David Azéma (born 22 November 1960) is a French businessman, and a former chairman and chief executive of Eurostar from 1999 to 2002; he worked with the French government's Agence des participations de l'État, and is chairman of Global Infrastructure Group at Bank of America.

Early life
He was born and brought up in Paris. His parents were both university professors. In his teenage years he thought about becoming a film director.

He attended Lycée Henri-IV in Paris. From the University of Paris he gained a degree in law. He later studied Politics at Sciences Po. He then trained at the École nationale d'administration (ENA) in Strasbourg, leaving in 1987.

Career
In 1993 he joined the economics department of SNCF.

Eurostar
He joined Eurostar in March 1999. He became chairman of Eurostar in October 1999, aged 38. The company had been restructured. Eurostar had 31 trains, each costing £24m; they could run on three different electrical power systems and four different signalling systems. At the time, Eurostar had 65% of the London-Paris market.
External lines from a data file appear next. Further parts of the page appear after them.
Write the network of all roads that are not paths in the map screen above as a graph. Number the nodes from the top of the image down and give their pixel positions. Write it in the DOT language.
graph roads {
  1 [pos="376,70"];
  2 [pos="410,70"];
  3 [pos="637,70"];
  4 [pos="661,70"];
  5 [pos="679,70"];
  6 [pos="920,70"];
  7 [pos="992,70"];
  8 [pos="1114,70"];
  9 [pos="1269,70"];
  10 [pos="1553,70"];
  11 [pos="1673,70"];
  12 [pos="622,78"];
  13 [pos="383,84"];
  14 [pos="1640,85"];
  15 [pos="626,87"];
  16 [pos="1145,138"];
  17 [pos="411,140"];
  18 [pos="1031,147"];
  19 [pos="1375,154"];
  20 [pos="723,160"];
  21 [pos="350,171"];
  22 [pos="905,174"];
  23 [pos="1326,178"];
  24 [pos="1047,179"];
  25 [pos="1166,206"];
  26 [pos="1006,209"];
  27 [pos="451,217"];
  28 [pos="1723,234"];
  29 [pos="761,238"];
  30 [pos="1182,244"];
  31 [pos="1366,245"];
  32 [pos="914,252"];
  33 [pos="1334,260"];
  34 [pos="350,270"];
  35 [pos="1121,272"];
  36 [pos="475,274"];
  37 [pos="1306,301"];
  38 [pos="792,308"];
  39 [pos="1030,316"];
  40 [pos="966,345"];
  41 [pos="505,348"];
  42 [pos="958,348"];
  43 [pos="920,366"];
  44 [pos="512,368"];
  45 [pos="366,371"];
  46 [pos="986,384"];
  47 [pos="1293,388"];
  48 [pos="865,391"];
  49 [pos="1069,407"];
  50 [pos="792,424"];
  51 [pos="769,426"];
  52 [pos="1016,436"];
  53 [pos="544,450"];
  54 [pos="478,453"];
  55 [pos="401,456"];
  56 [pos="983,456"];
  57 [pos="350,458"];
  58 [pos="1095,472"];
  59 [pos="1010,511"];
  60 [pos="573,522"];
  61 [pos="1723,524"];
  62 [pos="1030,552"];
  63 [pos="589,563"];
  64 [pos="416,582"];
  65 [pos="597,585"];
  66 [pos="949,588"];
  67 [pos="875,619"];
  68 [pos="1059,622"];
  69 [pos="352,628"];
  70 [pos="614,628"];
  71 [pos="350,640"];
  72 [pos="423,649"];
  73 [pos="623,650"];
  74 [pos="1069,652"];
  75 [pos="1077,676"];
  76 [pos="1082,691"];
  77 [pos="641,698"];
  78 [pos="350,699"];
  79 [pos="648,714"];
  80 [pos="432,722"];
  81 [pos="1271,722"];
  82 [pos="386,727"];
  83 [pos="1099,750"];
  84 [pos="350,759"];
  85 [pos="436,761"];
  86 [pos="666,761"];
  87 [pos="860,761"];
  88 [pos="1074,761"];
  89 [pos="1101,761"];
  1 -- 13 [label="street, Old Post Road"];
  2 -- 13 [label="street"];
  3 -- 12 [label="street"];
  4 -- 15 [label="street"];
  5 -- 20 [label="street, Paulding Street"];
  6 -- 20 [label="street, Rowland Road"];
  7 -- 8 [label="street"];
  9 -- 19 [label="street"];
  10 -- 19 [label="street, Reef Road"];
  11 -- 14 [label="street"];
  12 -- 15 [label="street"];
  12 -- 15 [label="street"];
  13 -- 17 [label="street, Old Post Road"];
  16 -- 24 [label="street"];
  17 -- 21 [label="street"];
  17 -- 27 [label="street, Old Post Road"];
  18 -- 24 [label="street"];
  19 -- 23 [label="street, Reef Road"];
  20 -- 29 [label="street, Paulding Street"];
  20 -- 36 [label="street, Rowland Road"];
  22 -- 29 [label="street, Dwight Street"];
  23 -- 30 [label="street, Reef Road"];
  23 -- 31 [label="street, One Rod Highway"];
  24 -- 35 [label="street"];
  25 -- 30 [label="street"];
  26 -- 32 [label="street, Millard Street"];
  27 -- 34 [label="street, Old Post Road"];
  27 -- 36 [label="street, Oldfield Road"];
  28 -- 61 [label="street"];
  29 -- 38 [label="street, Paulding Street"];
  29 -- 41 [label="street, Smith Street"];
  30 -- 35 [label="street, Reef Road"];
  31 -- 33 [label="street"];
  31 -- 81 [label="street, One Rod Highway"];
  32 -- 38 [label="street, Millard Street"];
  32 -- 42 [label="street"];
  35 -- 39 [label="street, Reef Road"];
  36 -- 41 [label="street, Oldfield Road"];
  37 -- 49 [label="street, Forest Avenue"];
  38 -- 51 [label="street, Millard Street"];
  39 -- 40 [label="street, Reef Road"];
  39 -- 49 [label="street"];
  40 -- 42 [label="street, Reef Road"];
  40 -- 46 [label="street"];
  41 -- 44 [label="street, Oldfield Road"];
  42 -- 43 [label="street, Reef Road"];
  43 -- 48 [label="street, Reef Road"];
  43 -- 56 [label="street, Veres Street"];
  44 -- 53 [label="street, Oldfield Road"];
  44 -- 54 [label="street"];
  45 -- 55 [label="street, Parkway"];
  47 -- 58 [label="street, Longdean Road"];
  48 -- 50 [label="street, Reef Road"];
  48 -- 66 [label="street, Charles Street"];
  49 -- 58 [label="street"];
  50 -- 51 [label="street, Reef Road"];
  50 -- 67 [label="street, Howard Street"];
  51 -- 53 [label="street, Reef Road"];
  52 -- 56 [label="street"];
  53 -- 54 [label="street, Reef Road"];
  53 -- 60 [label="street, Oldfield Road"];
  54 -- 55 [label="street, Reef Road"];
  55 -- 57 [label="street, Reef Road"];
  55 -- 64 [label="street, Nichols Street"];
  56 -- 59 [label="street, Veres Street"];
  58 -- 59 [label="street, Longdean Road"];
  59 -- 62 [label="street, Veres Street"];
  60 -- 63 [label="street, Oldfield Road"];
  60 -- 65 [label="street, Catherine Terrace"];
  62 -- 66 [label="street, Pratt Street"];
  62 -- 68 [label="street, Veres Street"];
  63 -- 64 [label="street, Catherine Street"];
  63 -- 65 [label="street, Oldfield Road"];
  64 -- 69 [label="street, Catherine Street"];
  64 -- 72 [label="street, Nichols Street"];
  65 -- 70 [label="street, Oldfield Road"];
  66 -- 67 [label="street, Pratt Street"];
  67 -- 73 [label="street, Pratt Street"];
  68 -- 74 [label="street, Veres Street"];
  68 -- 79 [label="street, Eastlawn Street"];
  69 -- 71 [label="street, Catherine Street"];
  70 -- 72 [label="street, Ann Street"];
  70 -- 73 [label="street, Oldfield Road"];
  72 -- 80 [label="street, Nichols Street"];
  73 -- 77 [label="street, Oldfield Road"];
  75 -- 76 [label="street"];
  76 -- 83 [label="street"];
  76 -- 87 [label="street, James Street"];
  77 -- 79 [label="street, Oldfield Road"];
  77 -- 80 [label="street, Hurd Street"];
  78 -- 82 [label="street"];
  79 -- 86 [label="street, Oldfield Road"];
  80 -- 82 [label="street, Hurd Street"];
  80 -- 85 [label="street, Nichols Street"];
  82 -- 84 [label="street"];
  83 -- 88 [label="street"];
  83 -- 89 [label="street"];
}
He resigned from Eurostar Group on 12 June 2002. He was replaced on 4 July 2002 by the current Eurostar chairman Guillaume Pepy, who in 2008 became Chief Executive of SNCF.

References

External links
 Biography

1960 births
Living people
People from Neuilly-sur-Seine
Lycée Henri-IV alumni
Sciences Po alumni
École nationale d'administration alumni
French businesspeople
French rail transport chief executives
Judges of the Court of Audit (France)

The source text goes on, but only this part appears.